Il gioco d’azzardo è vietato ai minorenni, ma la domenica mattina non è raro vedere ragazzini in fila per scommettere sulle partite di calcio

NAPOLI – “Giucammc a bullett”. Per i pochi che non lo sanno, la “bolletta” è quella che un tempo era la schedina: l’azzardoso gioco in cui bisogna indovinare, scommettendo del denaro, il risultato esatto di alcune partite di calcio. E fin qui, diciamo, che è tutto regolare. Lo Stato ha regolarizzato questo tipo di gioco, ha concesso delle autorizzazioni ad alcune agenzie ma ponendo alcune condizioni, fra cui una che dovrebbe essere ferrea: che il gioco (d’azzardo, si intende) è vietato ai minorenni.
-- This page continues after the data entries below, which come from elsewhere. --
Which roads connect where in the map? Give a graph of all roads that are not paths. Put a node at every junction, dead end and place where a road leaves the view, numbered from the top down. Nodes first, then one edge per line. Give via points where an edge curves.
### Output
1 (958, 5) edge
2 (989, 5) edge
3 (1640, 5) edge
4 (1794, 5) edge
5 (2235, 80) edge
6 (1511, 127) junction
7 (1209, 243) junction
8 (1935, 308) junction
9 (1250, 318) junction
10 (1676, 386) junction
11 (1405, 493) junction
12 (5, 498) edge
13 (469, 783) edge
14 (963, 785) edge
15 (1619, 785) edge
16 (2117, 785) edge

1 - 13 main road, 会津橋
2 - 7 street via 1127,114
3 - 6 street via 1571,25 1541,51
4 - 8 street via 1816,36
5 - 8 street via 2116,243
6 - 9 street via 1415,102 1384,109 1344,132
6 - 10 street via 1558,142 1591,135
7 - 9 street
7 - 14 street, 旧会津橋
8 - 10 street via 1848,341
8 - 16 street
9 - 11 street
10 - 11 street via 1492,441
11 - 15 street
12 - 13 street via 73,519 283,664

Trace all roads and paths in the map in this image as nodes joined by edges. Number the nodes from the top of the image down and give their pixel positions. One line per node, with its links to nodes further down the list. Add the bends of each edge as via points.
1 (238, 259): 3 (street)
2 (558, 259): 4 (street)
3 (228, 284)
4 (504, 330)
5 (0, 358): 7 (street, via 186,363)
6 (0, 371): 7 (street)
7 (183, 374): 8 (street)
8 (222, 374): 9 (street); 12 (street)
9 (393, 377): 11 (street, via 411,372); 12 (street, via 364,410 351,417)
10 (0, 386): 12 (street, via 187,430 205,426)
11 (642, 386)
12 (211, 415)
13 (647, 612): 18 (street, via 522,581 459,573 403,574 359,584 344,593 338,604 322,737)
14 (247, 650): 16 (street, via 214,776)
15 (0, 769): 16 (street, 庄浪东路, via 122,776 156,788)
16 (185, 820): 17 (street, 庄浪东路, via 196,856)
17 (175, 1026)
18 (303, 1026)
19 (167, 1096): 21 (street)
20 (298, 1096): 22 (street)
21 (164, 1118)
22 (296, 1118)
Il condizionale però in questo caso è un obbligo. Sì, perché nonostante i divieti, in molti centri scommesse – soprattutto quelli che non si trovano sulle vie principali della città – è usuale incontrare bambini che la domenica mattina come passatempo decidono “andarsi a giocare due euro” sulle partite. Così come quelli della foto, che si trovavano a mezzogiorno in una agenzia nella zona dei Quartieri Spagnoli e che, incuranti della legge, studiando il foglio delle quote discutevano sui risultati da scommettere. Alla stessa maniera, il gestore della sala, sempre incurante delle disposizioni, nonostante il cartello affisso bene in vista, prende i soldi e invia al sistema elettronico l’esito su cui i due hanno deciso di puntare. Ciò di cui si può essere certi è che ciò avviene sistematicamente ogni domenica e che, testimoni raccontano, che i genitori si raccomandano pure “nun è facit sta aret o banco, perché stann passando i carabinieri”.